Friday, August 14, 2009

Bud vs The Bureaucrat

An old farmer named Bud was overseeing his herd in a remote mountainous pasture in West Texas when suddenly a brand-new BMW advanced toward him out of a cloud of dust.

The driver, a young man in a Brioni suit, Gucci shoes, RayBan sunglasses and YSL tie, leaned out the window and asked the cowboy, "If I tell you exactly how many cows and calves you have in your herd, will you give me one of them?"

Bud looks at the man quizzically, then looks at his peacefully grazing herd and smiles. "Sure, why not?"

The yuppie parks his car, whips out his Dell notebook computer, connects it to his Cingular RAZR V3 cell phone, and surfs to a NASA page on the Internet, where he calls up a GPS satellite to get an exact fix on his location which he then feeds to another NASA satellite that scans the area in an ultra-high-resolution photo.
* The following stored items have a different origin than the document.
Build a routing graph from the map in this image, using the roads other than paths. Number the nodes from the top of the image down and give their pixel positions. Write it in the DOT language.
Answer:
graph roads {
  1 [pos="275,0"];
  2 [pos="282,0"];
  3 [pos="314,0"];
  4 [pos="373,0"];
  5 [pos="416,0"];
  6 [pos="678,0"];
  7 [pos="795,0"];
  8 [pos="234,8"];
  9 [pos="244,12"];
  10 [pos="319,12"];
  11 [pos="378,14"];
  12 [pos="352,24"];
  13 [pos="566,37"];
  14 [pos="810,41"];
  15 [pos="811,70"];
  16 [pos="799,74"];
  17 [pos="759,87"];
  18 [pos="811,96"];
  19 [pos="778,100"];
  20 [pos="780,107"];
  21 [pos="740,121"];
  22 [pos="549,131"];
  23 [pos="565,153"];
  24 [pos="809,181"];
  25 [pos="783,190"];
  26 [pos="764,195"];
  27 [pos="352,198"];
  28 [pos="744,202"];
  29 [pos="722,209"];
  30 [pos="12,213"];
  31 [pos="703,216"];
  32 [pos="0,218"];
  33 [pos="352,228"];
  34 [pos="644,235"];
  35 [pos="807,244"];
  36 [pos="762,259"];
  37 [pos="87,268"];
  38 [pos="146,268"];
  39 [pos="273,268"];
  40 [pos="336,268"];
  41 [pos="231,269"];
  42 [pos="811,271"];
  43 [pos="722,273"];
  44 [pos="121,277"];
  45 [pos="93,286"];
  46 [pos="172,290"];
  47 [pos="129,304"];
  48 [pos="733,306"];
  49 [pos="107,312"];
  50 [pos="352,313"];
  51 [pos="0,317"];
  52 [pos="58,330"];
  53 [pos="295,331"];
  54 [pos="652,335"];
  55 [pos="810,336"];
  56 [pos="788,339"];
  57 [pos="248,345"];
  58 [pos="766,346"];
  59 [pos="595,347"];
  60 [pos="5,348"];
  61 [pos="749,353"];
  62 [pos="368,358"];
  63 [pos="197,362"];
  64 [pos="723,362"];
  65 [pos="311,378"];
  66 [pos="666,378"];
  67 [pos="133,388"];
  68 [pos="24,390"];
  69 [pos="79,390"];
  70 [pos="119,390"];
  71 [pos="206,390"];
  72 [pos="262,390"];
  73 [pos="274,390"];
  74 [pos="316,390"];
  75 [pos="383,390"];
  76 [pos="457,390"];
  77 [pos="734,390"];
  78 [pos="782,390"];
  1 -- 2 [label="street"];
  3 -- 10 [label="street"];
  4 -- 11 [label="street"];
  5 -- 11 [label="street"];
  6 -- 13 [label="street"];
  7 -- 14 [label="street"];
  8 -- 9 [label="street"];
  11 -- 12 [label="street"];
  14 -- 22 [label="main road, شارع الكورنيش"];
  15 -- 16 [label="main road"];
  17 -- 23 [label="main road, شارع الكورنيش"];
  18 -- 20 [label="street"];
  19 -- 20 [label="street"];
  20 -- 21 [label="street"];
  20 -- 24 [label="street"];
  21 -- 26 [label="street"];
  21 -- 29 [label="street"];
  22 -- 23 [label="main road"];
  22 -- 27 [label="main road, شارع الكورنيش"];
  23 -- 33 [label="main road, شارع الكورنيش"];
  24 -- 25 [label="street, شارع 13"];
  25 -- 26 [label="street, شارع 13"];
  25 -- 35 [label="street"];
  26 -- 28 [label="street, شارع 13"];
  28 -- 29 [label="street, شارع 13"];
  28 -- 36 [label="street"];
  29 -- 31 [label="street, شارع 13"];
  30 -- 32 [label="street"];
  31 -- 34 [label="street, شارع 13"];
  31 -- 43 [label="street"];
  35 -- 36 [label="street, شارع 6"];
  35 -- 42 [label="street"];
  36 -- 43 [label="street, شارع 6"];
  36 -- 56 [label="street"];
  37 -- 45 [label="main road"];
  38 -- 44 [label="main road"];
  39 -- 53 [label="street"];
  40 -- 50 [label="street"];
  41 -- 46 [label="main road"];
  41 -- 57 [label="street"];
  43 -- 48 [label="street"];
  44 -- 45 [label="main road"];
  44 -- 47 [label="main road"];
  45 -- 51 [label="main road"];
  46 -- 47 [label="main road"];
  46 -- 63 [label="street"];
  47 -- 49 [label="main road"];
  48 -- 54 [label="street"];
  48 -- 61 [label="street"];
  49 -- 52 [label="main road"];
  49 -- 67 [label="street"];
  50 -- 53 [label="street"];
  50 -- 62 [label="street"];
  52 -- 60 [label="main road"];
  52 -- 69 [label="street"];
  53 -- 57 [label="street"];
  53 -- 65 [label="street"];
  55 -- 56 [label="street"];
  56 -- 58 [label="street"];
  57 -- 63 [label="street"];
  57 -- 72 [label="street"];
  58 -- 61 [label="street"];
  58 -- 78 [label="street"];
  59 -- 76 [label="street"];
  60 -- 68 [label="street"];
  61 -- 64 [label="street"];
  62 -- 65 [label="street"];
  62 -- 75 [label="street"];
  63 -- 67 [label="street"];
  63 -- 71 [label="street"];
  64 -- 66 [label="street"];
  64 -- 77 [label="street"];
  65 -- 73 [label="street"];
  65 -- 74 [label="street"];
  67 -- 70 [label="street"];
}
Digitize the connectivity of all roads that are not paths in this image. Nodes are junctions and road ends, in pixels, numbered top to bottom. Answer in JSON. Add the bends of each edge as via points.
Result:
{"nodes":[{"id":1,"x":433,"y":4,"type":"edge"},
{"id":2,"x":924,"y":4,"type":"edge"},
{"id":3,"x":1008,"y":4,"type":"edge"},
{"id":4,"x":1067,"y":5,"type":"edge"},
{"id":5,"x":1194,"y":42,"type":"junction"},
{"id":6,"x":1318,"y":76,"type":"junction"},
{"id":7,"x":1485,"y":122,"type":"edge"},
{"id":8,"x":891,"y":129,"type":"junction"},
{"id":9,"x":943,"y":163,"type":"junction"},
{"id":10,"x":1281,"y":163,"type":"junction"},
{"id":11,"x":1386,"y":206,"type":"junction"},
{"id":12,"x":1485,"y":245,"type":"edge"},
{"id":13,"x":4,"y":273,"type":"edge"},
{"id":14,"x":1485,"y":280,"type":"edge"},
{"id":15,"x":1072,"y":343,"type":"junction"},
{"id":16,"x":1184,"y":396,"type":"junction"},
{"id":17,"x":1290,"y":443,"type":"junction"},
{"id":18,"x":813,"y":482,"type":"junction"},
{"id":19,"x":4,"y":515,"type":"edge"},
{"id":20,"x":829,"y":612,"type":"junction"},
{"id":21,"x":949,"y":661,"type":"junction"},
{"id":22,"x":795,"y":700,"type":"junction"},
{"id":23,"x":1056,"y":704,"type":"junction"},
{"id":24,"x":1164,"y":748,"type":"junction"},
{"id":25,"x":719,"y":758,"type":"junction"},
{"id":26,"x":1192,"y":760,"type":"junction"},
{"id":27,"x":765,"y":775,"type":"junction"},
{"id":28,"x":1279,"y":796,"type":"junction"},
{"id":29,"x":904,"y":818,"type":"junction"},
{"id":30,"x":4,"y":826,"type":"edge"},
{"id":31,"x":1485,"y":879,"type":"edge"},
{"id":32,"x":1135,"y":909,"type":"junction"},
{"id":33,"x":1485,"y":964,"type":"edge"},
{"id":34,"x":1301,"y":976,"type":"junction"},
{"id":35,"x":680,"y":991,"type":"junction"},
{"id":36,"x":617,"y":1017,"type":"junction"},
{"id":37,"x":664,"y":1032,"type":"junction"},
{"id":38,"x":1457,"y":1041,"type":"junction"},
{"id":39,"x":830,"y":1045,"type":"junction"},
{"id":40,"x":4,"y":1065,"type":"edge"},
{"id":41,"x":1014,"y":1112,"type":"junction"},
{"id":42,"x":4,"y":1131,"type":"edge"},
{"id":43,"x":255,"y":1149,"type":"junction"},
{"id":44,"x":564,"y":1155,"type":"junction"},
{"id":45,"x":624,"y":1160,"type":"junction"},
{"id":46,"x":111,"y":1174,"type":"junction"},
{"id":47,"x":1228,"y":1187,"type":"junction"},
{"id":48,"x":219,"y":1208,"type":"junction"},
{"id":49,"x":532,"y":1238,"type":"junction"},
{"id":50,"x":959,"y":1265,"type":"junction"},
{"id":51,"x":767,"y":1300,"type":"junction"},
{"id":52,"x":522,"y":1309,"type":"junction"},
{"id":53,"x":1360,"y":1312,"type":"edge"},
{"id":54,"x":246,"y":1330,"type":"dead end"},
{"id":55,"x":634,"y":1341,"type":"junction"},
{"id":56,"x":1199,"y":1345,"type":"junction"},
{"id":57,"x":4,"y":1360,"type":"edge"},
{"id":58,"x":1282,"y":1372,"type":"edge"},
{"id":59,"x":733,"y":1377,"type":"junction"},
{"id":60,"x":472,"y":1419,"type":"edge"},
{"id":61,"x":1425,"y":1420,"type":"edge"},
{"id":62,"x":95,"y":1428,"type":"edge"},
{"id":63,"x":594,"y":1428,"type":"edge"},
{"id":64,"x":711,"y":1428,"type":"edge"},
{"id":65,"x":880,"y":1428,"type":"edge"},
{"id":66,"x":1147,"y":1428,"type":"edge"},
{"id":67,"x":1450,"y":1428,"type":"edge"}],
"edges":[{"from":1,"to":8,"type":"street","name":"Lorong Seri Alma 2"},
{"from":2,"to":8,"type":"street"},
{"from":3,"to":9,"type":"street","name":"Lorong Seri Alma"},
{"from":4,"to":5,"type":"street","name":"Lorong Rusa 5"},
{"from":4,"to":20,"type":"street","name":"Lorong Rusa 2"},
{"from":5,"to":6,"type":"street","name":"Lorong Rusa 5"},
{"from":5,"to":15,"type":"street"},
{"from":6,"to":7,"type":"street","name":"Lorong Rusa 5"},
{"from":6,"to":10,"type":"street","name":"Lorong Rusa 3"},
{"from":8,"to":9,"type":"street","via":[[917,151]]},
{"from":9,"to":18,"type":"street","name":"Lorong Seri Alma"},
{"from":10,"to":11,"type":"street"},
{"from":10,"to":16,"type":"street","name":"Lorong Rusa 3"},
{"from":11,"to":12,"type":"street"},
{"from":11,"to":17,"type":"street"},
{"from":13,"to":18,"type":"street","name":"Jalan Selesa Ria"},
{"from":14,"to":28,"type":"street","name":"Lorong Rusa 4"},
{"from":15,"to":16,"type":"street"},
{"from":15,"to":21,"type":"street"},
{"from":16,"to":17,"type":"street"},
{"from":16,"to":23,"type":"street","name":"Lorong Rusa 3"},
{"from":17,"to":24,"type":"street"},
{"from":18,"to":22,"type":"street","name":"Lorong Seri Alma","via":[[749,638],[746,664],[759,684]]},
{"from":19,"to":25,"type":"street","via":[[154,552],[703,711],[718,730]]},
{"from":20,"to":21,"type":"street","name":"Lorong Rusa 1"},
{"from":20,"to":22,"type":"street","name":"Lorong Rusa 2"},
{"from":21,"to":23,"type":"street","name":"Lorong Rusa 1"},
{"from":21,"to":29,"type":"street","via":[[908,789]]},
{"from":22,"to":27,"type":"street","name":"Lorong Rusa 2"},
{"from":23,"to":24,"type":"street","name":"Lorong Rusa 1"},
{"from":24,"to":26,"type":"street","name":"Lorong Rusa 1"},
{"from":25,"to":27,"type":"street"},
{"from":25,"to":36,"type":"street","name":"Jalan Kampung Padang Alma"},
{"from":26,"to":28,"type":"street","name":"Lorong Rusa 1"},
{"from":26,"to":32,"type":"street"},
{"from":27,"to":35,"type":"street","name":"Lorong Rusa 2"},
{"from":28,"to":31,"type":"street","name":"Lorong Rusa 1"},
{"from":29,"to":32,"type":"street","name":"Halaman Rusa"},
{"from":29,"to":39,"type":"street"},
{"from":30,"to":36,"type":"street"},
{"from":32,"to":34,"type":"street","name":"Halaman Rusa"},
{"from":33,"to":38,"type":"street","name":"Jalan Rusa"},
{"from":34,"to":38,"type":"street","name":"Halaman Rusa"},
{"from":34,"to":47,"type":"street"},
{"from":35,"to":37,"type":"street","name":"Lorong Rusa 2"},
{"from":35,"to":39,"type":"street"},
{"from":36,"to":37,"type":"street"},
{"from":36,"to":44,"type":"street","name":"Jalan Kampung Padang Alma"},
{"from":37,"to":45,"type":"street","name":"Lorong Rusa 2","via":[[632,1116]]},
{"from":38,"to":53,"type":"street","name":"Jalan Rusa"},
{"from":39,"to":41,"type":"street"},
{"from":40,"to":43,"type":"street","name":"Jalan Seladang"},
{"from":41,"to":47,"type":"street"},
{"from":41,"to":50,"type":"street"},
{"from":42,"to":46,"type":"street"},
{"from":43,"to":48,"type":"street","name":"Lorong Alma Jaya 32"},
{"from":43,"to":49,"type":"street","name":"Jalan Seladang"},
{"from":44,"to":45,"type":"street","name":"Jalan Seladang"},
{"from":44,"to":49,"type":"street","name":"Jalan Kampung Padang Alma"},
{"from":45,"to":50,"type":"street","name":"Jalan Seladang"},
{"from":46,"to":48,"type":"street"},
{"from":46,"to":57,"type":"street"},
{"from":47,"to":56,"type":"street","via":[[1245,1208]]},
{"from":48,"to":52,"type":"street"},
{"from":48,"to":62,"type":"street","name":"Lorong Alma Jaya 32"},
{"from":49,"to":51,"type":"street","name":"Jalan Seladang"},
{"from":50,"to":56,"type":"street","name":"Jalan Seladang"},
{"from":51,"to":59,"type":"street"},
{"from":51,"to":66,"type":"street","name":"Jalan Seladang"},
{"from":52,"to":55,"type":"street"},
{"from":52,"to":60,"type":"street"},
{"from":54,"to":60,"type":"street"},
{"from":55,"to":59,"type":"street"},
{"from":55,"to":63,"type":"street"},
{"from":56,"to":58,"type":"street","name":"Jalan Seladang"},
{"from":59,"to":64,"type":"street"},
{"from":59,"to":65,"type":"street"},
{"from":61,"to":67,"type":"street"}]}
The young man then opens the digital photo in Adobe Photoshop and exports it to an image processing facility in Hamburg, Germany.

Within seconds, he receives an email on his Palm Pilot that the image has been processed and the data stored. He then accesses an MS-SQL database through an ODBC connected Excel spreadsheet with email on his Blackberry and, after a few minutes, receives a response.

Finally, he prints out a full-color, 150-page report on his hi-tech, miniaturized HP LaserJet printer, turns to the cowboy and says, "You have exactly 1,586 cows and calves."

"Well, that's exactly how many animals I've got," answered Bud. "So I guess you can take one of 'em if you want."

He watches the young man select the animal closest to him and looks on with some genuine consternation as the young man stuffs it into the trunk of his car.

Then Bud says to the young man, "Hey, if I can tell you exactly what your business is, will you give me back that animal?"

The young man thinks about it for a second and then says, "Okay, why not?"

"You're a bureaucrat working for a government agency," says Bud.

"Wow! That's correct," says the yuppie, "but how did you guess that?"

"No guessing required." answered Bud. "You showed up here even though nobody called you; you want to get paid for an answer I already knew, to a question I never asked. You used millions of dollars worth of equipment trying to show me how much smarter than me you are; but you don't really know a thing about how working people make a living. You certainly don't know nothin' about cows, that's for dang sure."

"How can you say that," said the exasperated politician.

"Well, you see, feller;" answered Bud. "This here is a herd of sheep.

Now, will you give me back my dog?"

(Thanks for passing along the joke, Jeff. I thought it would be great for a Friday giggle.)